Work to be completed: If a line in the listing below includes the word "Jalan", pick it out.

START Records provided

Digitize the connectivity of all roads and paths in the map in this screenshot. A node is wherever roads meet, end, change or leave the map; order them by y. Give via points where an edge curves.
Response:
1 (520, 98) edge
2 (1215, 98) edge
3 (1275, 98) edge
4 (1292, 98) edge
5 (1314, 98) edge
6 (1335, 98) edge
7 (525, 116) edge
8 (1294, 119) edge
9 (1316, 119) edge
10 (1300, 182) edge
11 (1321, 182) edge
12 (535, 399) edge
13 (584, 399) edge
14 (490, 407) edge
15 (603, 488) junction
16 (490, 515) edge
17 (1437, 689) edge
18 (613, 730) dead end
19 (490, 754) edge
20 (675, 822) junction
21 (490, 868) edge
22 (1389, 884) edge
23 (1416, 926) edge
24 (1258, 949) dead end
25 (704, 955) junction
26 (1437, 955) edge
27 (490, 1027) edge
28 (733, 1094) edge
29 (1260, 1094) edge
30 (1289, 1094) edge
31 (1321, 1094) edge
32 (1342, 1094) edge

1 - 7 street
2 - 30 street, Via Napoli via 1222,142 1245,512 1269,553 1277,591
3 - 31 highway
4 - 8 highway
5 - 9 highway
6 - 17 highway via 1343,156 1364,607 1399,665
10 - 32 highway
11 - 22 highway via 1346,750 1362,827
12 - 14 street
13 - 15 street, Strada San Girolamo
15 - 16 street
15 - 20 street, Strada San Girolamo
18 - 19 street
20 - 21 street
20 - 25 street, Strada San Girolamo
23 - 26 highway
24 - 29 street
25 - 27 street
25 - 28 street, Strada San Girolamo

END Records provided
START Records provided

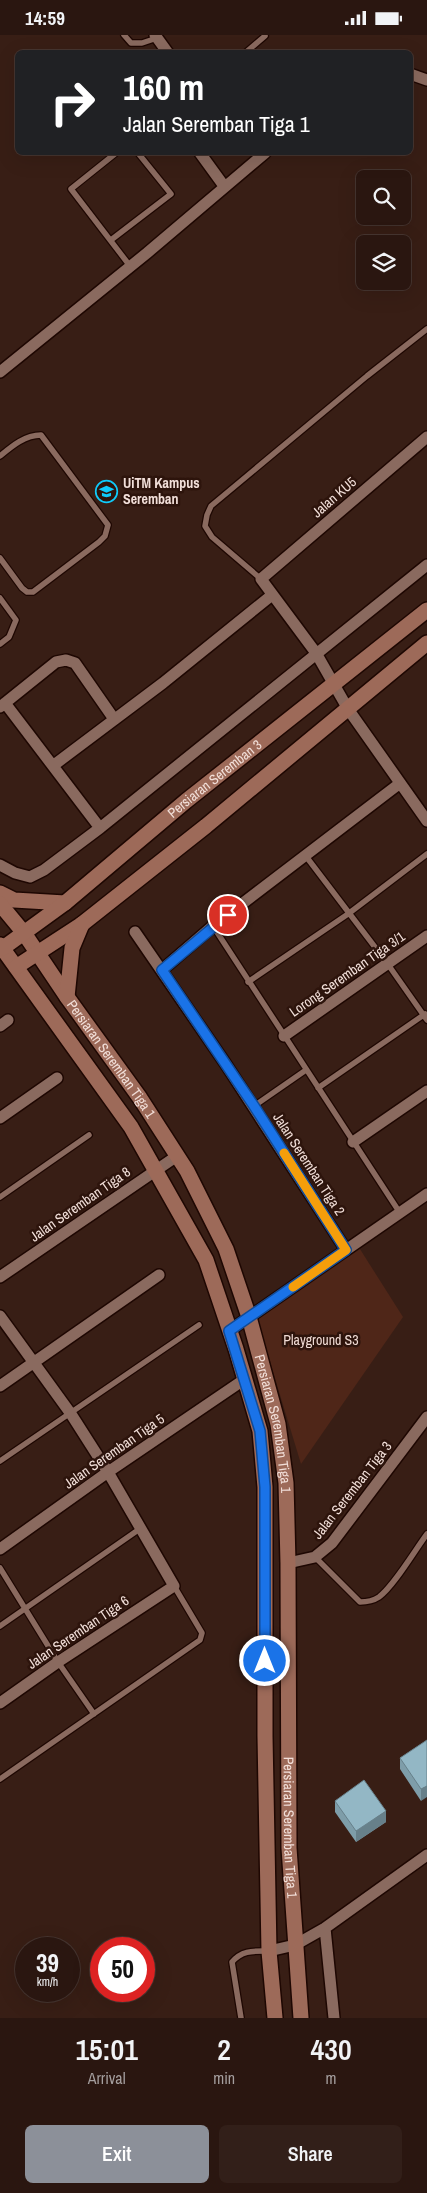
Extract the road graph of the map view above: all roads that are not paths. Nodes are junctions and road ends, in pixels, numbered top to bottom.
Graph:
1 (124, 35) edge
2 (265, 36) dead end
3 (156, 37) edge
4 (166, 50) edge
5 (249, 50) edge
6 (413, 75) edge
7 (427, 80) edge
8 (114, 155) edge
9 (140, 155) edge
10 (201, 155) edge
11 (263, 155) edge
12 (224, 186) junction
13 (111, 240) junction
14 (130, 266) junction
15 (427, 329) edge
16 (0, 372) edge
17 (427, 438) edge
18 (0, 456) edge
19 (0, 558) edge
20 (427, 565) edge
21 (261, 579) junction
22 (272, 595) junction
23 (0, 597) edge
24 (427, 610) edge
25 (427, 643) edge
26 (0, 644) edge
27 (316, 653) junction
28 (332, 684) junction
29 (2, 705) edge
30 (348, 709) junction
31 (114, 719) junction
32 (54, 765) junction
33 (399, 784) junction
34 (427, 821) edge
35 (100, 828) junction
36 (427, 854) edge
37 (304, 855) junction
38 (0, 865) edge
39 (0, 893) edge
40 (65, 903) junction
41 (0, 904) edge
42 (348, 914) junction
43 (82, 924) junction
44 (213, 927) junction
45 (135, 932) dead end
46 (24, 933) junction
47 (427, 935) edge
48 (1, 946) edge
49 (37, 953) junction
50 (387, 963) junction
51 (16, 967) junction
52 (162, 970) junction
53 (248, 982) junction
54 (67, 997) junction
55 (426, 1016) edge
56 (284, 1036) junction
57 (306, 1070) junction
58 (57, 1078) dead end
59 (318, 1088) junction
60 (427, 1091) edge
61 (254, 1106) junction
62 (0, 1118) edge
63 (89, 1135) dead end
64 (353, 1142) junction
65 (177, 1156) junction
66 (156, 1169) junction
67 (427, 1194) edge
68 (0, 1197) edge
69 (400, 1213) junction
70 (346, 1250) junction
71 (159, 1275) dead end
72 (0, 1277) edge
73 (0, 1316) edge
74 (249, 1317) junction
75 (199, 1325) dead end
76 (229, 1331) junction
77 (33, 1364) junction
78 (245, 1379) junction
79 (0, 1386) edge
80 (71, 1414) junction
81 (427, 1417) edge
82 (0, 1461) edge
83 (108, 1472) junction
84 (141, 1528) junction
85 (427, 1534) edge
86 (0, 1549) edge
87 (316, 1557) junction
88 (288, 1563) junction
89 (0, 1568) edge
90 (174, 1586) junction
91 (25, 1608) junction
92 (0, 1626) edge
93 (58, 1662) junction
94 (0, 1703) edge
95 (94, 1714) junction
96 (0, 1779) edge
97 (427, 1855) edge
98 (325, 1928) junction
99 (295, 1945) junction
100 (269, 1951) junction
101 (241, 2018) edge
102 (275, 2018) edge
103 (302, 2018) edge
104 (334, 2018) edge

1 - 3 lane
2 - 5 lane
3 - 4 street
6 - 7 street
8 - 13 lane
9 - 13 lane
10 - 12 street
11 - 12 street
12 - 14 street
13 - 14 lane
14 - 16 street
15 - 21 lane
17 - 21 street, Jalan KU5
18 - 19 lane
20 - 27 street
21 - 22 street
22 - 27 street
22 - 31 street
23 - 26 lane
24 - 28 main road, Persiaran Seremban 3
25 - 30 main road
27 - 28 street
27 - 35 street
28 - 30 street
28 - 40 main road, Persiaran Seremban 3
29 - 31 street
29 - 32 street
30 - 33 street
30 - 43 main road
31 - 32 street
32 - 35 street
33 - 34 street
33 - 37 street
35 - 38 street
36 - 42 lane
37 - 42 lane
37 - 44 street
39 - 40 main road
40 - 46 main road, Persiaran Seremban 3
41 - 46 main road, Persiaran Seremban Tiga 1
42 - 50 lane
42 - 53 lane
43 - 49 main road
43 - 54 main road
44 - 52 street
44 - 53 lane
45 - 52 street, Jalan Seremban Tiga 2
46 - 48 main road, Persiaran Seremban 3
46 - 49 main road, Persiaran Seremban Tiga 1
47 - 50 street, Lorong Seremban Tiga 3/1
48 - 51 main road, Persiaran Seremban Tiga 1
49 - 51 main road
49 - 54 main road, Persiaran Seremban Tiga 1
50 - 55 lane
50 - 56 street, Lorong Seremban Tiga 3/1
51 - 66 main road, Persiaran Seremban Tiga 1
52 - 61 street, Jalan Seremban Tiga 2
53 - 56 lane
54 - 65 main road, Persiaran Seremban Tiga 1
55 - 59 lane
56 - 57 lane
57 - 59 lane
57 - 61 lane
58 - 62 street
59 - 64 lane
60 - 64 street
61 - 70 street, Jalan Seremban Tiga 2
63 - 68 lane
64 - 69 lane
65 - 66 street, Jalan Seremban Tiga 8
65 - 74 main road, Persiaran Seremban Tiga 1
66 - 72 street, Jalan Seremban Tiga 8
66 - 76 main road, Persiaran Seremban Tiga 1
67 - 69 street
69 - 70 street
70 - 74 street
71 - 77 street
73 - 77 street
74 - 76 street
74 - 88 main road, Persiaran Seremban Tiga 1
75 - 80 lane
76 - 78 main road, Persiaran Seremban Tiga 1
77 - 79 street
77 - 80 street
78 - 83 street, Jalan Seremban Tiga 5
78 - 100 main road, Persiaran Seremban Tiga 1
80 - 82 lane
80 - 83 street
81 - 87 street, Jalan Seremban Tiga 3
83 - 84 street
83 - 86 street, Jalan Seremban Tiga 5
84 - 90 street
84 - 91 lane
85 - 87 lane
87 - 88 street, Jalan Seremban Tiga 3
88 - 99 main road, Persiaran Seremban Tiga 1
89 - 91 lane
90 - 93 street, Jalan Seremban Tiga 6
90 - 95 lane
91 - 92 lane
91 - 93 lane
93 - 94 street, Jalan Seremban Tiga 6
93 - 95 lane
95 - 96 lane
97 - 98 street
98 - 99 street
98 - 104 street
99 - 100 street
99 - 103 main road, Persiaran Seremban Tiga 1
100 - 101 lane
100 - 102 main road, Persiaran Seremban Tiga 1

END Records provided

Your response:
17 - 21 street, Jalan KU5
45 - 52 street, Jalan Seremban Tiga 2
52 - 61 street, Jalan Seremban Tiga 2
61 - 70 street, Jalan Seremban Tiga 2
65 - 66 street, Jalan Seremban Tiga 8
66 - 72 street, Jalan Seremban Tiga 8
78 - 83 street, Jalan Seremban Tiga 5
81 - 87 street, Jalan Seremban Tiga 3
83 - 86 street, Jalan Seremban Tiga 5
87 - 88 street, Jalan Seremban Tiga 3
90 - 93 street, Jalan Seremban Tiga 6
93 - 94 street, Jalan Seremban Tiga 6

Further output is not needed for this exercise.